Jozef Čapkovič

Personal information
- Date of birth: 11 January 1948 (age 77)
- Place of birth: Bratislava, Czechoslovakia
- Height: 1.81 m (5 ft 11+1⁄2 in)
- Position(s): Midfielder

Senior career*
- Years: Team / Apps / (Gls)
- 1967–1977: Slovan Bratislava
- 1977: Dukla Prague
- 1978–1979: Slovan Bratislava

International career
- 1974–1977: Czechoslovakia / 16 / (0)

Medal record
Representing Czechoslovakia
UEFA European Championship
| Winner | 1976 Yugoslavia |  |

= Jozef Čapkovič =

Slovak footballer

Jozef Čapkovič (born 11 January 1948 in Bratislava, Czechoslovakia) is a former Slovak football player. He played for Czechoslovakia, making 16 appearances for the national side.

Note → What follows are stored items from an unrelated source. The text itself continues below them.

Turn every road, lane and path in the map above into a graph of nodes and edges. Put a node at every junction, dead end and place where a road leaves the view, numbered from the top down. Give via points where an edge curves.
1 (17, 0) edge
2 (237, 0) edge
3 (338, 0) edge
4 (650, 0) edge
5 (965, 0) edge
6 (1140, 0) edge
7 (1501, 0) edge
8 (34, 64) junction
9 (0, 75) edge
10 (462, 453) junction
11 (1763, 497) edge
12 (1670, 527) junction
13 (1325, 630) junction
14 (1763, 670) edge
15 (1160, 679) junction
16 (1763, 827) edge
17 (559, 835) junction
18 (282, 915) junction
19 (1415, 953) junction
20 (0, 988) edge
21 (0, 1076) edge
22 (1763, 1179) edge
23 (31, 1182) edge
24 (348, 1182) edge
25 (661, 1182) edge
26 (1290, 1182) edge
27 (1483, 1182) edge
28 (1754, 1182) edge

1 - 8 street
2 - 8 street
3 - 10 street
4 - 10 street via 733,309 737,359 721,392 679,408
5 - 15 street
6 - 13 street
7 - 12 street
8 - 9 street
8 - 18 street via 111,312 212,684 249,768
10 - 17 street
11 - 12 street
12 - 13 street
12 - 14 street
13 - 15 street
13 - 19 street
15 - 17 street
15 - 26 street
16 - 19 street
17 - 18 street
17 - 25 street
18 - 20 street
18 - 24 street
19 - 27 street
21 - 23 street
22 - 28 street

He was a participant at the 1976 UEFA European Championship, where Czechoslovakia won the gold medal.

He played mostly for Slovan Bratislava, although he played part of the 1977–78 Czechoslovak First League for Dukla Prague. His twin brother Ján was also a successful footballer.

From 1992 to 1994 he was a Member of the National Council for the Slovak National Party. He unsuccessfully ran for a parliament seat again in 2010.